- _TASK TO CARRY OUT_: Where an image appears in the data, omit it and reproduce the rest exactly.

#### AVAILABLE DATA ####

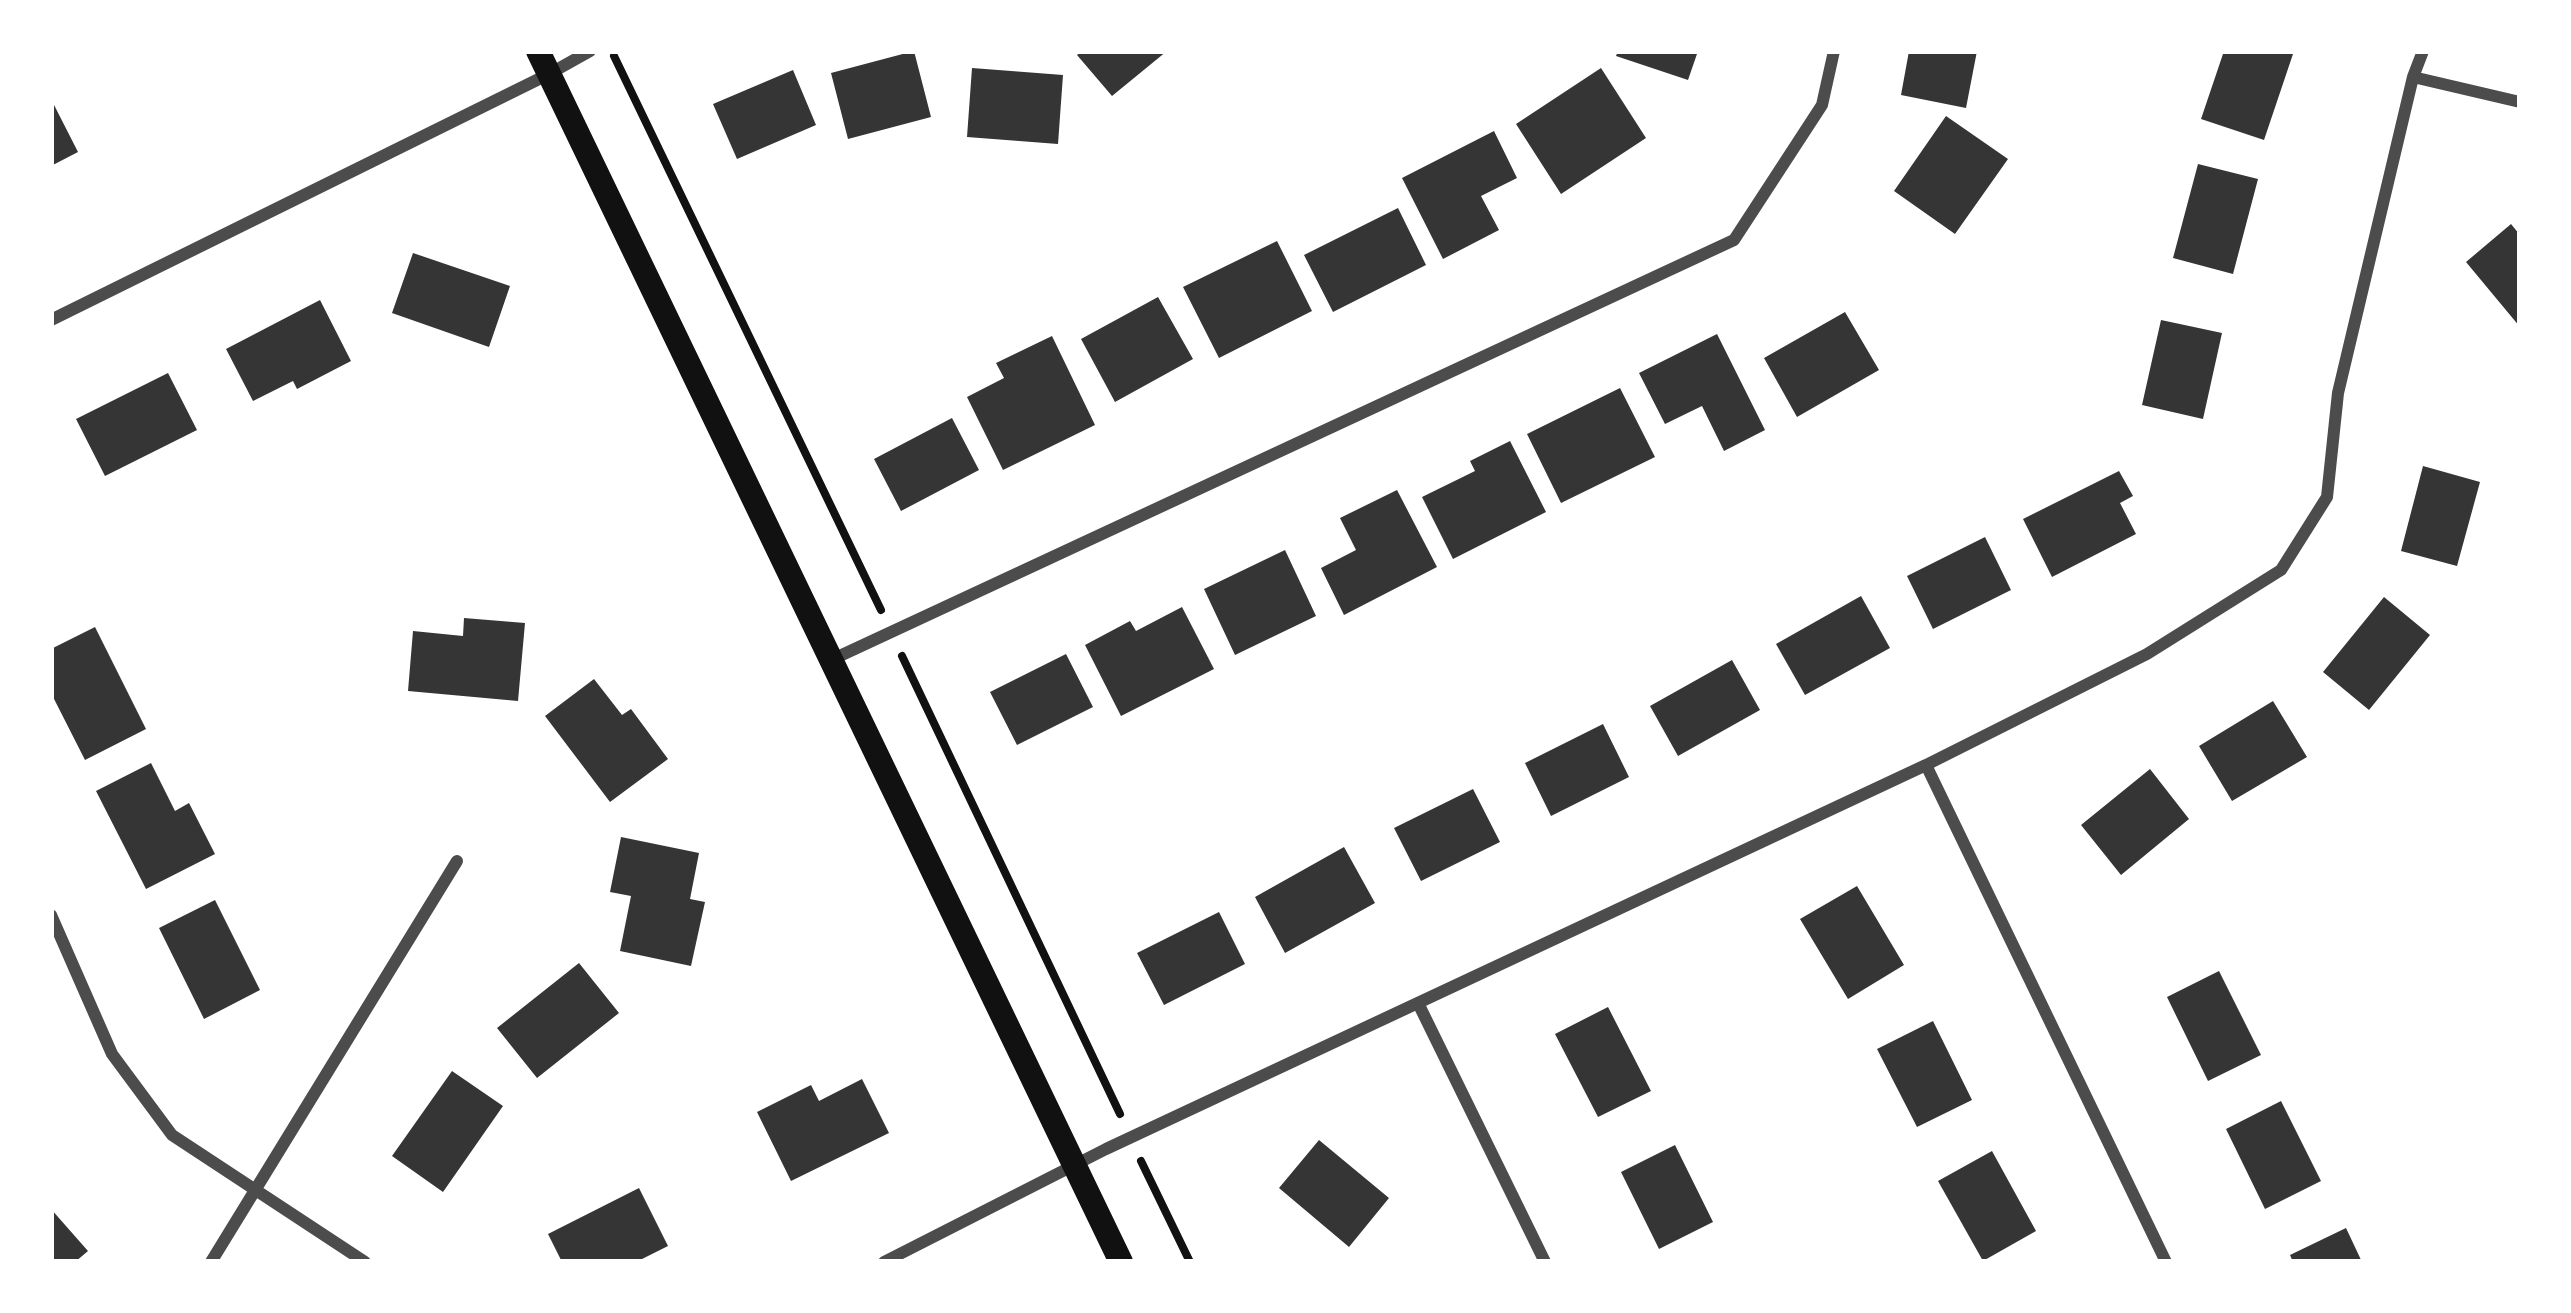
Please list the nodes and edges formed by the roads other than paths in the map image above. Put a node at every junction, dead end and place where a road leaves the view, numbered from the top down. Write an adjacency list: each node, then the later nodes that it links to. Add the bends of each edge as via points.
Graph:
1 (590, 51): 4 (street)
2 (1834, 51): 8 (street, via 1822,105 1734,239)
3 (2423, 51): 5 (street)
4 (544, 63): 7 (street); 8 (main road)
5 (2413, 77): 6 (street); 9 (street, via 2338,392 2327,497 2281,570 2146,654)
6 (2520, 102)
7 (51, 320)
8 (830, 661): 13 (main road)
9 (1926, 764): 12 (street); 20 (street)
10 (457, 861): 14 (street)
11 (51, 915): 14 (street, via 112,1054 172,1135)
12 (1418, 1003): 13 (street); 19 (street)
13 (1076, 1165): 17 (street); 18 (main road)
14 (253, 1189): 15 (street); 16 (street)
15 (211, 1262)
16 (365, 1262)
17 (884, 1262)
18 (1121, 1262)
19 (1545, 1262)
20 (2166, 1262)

####

- _ANSWER AREA_:
Please list the nodes and edges formed by the roads other than paths in the map image above. Put a node at every junction, dead end and place where a road leaves the view, numbered from the top down. Write an adjacency list: each node, then the later nodes that it links to. Add the bends of each edge as via points.
Graph:
1 (590, 51): 4 (street)
2 (1834, 51): 8 (street, via 1822,105 1734,239)
3 (2423, 51): 5 (street)
4 (544, 63): 7 (street); 8 (main road)
5 (2413, 77): 6 (street); 9 (street, via 2338,392 2327,497 2281,570 2146,654)
6 (2520, 102)
7 (51, 320)
8 (830, 661): 13 (main road)
9 (1926, 764): 12 (street); 20 (street)
10 (457, 861): 14 (street)
11 (51, 915): 14 (street, via 112,1054 172,1135)
12 (1418, 1003): 13 (street); 19 (street)
13 (1076, 1165): 17 (street); 18 (main road)
14 (253, 1189): 15 (street); 16 (street)
15 (211, 1262)
16 (365, 1262)
17 (884, 1262)
18 (1121, 1262)
19 (1545, 1262)
20 (2166, 1262)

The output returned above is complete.